• Collected data entries
^^^^^^^^

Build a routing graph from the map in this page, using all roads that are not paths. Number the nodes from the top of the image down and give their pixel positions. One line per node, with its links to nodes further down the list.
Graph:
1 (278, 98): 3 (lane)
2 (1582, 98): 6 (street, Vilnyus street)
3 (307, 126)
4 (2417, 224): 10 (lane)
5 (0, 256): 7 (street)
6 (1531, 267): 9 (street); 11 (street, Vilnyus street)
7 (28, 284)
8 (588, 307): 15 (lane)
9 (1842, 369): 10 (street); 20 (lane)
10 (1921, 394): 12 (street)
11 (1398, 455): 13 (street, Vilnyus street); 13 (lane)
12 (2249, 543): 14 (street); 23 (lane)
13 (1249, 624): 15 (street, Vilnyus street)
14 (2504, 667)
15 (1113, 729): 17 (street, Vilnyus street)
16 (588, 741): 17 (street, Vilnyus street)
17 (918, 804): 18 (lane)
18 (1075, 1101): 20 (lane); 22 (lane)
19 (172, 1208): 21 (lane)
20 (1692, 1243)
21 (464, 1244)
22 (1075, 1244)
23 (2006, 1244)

^^^^^^^^

• Directions for this task
Now that the records have been shown, restate each one word for word.

• Output of the exercise
Build a routing graph from the map in this page, using all roads that are not paths. Number the nodes from the top of the image down and give their pixel positions. One line per node, with its links to nodes further down the list.
Graph:
1 (278, 98): 3 (lane)
2 (1582, 98): 6 (street, Vilnyus street)
3 (307, 126)
4 (2417, 224): 10 (lane)
5 (0, 256): 7 (street)
6 (1531, 267): 9 (street); 11 (street, Vilnyus street)
7 (28, 284)
8 (588, 307): 15 (lane)
9 (1842, 369): 10 (street); 20 (lane)
10 (1921, 394): 12 (street)
11 (1398, 455): 13 (street, Vilnyus street); 13 (lane)
12 (2249, 543): 14 (street); 23 (lane)
13 (1249, 624): 15 (street, Vilnyus street)
14 (2504, 667)
15 (1113, 729): 17 (street, Vilnyus street)
16 (588, 741): 17 (street, Vilnyus street)
17 (918, 804): 18 (lane)
18 (1075, 1101): 20 (lane); 22 (lane)
19 (172, 1208): 21 (lane)
20 (1692, 1243)
21 (464, 1244)
22 (1075, 1244)
23 (2006, 1244)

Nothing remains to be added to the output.